Employers are getting ready for benefits to cost more for an older workforce. And while some are willing to absorb the additional expense, others plan to let workers foot the bill.
That’s according to a plan sponsor survey from the LIMRA Secure Retirement Institute, which said in a blog post that although 73 percent of employers are steeling themselves for higher costs resulting from an older workforce, that doesn’t mean they’re also preparing to pay for it all.
In fact, while half have said they’d absorb the cost, another 41 percent intend to pass it along to their employees. A third said that they’d consider cutting benefits, salary growth and their own contribution to employee retirement plans to manage benefit expenses.

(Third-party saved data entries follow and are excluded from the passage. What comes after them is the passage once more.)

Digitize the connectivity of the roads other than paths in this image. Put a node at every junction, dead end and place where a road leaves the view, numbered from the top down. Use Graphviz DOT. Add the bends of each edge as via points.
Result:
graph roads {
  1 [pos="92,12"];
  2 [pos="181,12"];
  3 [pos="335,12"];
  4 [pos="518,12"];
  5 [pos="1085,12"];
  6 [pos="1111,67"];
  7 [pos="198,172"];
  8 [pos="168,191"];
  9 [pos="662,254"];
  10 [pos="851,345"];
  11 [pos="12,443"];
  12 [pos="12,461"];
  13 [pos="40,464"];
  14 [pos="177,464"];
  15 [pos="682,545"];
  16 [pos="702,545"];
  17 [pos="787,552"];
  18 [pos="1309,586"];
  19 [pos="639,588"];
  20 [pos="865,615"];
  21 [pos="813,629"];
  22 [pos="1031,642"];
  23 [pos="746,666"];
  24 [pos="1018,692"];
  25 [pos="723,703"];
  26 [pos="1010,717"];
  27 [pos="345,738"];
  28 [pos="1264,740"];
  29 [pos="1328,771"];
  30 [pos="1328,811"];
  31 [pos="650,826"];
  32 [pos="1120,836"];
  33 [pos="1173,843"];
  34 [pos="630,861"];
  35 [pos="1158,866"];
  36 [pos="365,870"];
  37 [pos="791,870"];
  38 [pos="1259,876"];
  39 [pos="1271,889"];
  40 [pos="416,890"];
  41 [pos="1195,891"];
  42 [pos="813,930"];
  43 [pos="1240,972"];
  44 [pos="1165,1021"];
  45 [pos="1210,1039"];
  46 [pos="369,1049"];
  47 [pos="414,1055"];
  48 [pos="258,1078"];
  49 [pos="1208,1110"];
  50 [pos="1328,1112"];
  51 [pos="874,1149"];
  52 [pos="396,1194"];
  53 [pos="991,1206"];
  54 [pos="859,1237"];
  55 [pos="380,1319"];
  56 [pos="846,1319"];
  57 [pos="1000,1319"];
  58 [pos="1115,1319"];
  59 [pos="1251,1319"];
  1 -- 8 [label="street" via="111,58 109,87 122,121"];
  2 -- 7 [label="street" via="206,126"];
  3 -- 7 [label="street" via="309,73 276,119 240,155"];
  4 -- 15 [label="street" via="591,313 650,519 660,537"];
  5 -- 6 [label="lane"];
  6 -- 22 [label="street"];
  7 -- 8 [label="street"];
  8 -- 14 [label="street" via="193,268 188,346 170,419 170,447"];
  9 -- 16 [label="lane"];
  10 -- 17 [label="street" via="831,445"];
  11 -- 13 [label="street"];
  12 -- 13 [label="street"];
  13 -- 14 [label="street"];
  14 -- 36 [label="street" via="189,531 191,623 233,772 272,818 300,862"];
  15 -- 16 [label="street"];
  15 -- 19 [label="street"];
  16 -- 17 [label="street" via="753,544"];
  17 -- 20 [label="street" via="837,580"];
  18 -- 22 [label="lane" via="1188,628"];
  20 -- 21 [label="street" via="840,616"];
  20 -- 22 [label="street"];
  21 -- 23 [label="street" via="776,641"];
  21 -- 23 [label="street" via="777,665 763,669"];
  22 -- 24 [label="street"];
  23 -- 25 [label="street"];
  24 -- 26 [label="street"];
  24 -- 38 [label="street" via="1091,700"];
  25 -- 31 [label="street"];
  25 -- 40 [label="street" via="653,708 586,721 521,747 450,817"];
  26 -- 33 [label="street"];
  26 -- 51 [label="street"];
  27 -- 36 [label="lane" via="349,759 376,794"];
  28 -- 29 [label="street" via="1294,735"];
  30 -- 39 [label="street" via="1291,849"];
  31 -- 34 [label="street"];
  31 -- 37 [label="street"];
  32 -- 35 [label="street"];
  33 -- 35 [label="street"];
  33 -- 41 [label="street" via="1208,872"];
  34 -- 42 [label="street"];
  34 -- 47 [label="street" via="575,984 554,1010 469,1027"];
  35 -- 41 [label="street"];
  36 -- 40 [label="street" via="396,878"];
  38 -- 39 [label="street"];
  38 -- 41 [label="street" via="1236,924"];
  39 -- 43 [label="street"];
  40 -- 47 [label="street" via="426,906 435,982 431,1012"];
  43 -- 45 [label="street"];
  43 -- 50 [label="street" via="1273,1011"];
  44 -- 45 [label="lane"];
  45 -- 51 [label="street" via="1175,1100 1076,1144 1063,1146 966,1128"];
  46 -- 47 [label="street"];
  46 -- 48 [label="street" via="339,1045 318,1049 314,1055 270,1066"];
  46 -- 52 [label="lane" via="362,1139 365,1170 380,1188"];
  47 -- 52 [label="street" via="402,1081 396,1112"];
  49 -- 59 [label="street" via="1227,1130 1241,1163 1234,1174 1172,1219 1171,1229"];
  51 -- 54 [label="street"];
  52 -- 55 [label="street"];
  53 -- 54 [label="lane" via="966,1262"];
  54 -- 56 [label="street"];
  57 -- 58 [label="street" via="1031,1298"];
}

Companies say that it’s beneficial to have older workers on the job, and that when they leave, the company loses experience, leadership, and institutional knowledge.
That’s fortunate for workers who aren’t ready to leave the workplace, since many need to stay to boost retirement savings. Only 5 percent of workers in another Secure Retirement Institute study said they felt “extremely well prepared” for retirement; 20 percent of workers within 10 years of retirement don’t plan to leave the workplace till at least age 70, while another 30 percent intend to stay till age 66.
But if they’re not getting rid of their older workers, employers are getting ready to fire their plan advisors.
In Fidelity’s sixth annual Plan Sponsor Attitudes survey, 86 percent of sponsors said that more participants are putting off retiring because they don’t have enough money to do so.
That’s hitting plan sponsors in two ways: aging their workforce in place—which is not necessarily a bad thing—and increasing costs for benefits, salaries and other expenses that were neither forecasted nor planned for.
Employers may be thinking that if plan advisors had done a better job on plan performance, employees would be better prepared financially. So, by extension, sponsors would be paying lower costs, not higher ones.
If plan advisors didn’t see this coming, they’re probably already on their way out the door—whether older workers are or not.